**Action item:** Please copy each line below that contains the string "their".

━━━━━ Listed entries

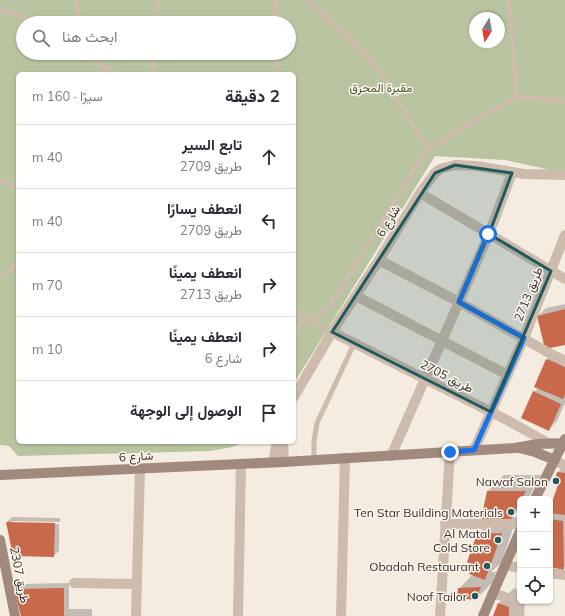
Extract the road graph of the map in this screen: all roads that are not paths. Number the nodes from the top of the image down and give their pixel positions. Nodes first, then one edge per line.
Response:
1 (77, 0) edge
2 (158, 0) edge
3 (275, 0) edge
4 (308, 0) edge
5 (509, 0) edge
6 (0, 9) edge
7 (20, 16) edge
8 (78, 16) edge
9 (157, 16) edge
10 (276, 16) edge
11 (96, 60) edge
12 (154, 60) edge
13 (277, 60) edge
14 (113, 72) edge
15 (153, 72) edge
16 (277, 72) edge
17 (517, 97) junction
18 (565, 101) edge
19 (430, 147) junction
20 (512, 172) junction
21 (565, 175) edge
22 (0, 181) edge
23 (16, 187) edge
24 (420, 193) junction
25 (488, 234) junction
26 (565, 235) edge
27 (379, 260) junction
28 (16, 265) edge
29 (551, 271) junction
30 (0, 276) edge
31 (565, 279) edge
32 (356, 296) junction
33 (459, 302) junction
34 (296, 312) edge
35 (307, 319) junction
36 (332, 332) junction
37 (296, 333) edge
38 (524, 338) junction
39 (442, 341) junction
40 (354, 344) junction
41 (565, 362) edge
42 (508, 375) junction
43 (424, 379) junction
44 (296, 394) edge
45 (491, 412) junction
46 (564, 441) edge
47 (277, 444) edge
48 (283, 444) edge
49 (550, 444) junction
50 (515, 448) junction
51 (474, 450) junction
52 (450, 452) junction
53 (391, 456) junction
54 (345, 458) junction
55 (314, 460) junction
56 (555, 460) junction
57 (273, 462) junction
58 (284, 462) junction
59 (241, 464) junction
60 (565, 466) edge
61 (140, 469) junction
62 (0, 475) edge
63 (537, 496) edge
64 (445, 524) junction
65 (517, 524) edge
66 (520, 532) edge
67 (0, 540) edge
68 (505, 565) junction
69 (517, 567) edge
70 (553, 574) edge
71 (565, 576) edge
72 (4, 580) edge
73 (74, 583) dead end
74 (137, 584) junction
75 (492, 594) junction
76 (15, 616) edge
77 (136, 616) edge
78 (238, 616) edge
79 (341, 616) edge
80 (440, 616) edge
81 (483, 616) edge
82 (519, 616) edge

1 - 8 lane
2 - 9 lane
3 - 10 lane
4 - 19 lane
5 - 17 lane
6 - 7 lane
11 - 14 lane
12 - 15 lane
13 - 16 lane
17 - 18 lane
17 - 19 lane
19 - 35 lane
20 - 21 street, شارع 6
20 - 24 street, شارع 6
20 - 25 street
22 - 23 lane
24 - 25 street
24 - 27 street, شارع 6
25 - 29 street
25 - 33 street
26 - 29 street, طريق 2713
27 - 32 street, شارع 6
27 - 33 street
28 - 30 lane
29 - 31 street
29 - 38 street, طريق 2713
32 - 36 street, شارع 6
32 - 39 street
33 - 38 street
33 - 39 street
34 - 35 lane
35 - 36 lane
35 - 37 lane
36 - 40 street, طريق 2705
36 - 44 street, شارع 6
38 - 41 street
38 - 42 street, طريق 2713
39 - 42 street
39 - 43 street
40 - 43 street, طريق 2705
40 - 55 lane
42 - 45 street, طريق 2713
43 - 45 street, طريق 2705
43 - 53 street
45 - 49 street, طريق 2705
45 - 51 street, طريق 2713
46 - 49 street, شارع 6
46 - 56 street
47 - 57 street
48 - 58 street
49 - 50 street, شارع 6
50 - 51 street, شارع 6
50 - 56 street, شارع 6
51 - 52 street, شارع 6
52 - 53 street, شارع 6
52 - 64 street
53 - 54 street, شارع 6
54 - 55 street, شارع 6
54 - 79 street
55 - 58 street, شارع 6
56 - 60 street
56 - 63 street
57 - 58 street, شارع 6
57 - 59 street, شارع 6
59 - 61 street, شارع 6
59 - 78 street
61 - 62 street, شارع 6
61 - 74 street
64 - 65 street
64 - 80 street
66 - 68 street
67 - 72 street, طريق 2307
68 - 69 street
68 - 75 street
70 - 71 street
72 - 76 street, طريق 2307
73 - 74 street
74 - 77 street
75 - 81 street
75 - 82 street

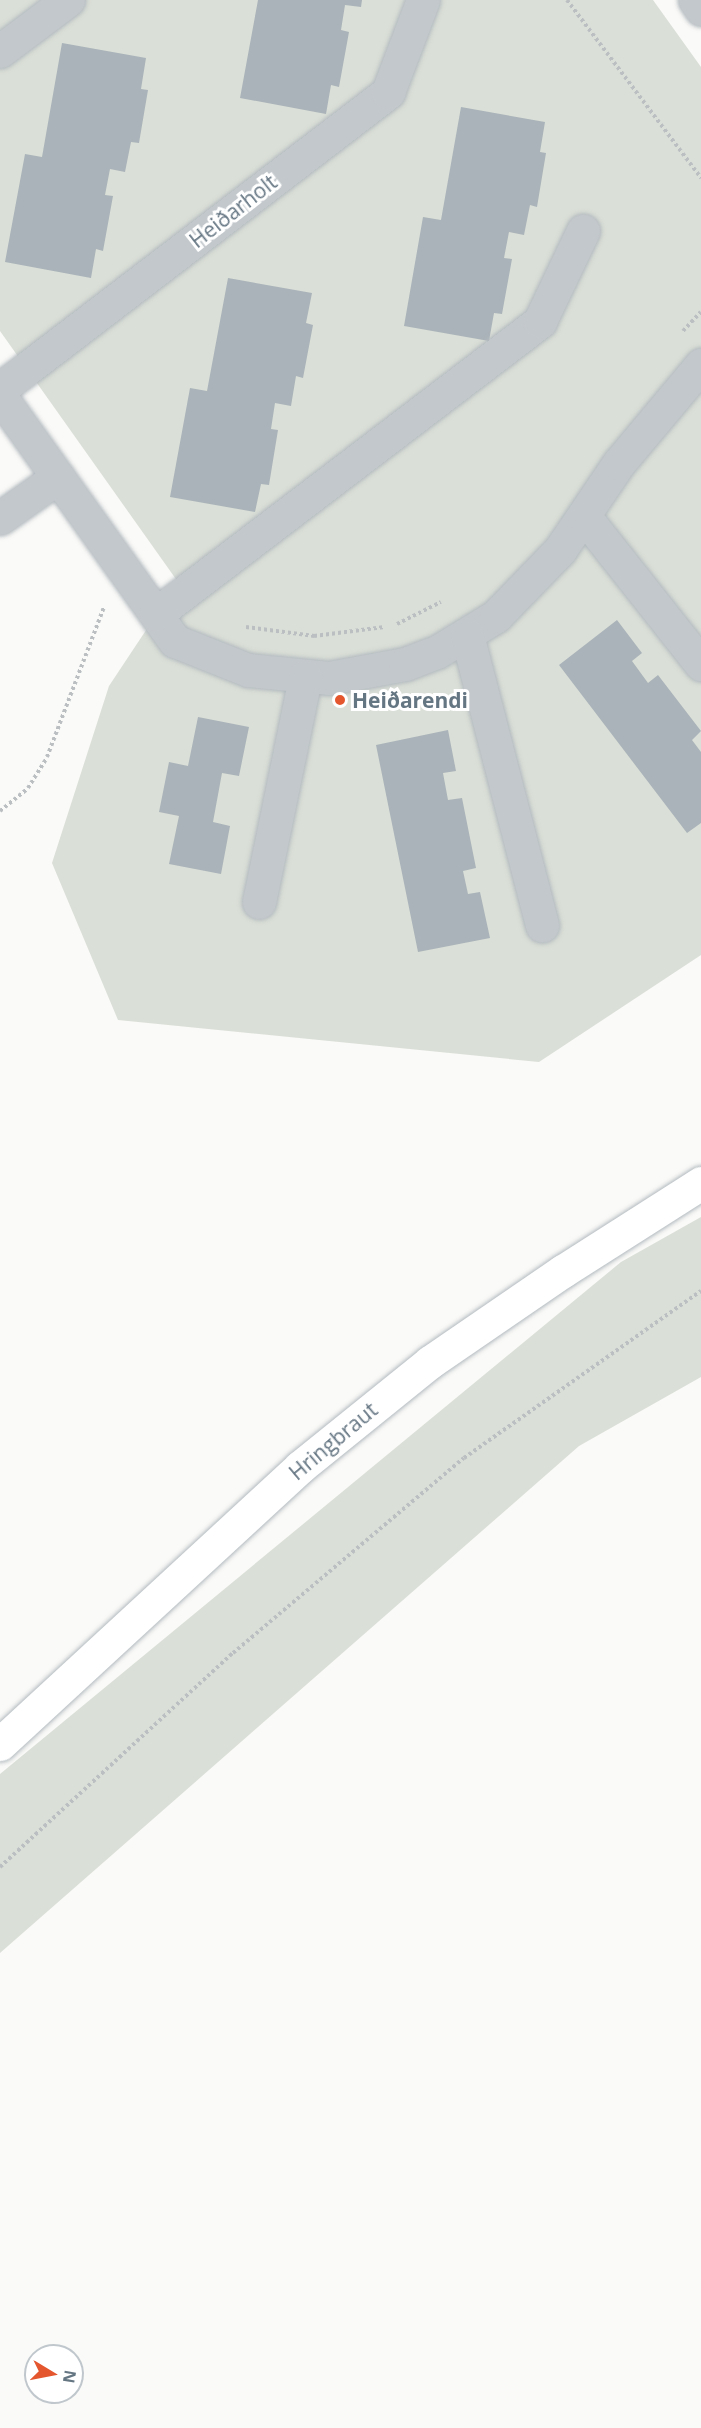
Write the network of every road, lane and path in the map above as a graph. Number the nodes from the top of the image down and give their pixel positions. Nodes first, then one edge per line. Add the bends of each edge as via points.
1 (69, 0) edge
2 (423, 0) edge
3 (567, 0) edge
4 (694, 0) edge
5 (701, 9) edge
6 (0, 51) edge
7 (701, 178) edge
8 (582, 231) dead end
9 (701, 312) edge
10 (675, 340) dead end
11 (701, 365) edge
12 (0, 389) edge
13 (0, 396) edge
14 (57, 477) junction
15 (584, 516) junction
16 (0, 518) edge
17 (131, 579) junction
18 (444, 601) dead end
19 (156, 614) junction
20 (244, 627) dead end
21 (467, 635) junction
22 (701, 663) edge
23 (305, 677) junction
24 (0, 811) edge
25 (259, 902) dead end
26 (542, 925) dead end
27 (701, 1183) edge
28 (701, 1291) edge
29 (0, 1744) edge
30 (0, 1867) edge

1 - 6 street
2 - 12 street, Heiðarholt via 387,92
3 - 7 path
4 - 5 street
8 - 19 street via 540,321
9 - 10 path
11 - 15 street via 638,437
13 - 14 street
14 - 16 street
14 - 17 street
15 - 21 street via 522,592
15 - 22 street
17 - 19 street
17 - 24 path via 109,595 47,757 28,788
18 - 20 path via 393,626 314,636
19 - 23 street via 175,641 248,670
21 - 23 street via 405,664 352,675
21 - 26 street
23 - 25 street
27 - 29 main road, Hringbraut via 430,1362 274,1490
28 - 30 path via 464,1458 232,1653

━━━━━━━━━━

**Result for this exercise:**
Extract the road graph of the map in this screen: all roads that are not paths. Number the nodes from the top of the image down and give their pixel positions. Nodes first, then one edge per line.
Write the network of every road, lane and path in the map above as a graph. Number the nodes from the top of the image down and give their pixel positions. Nodes first, then one edge per line. Add the bends of each edge as via points.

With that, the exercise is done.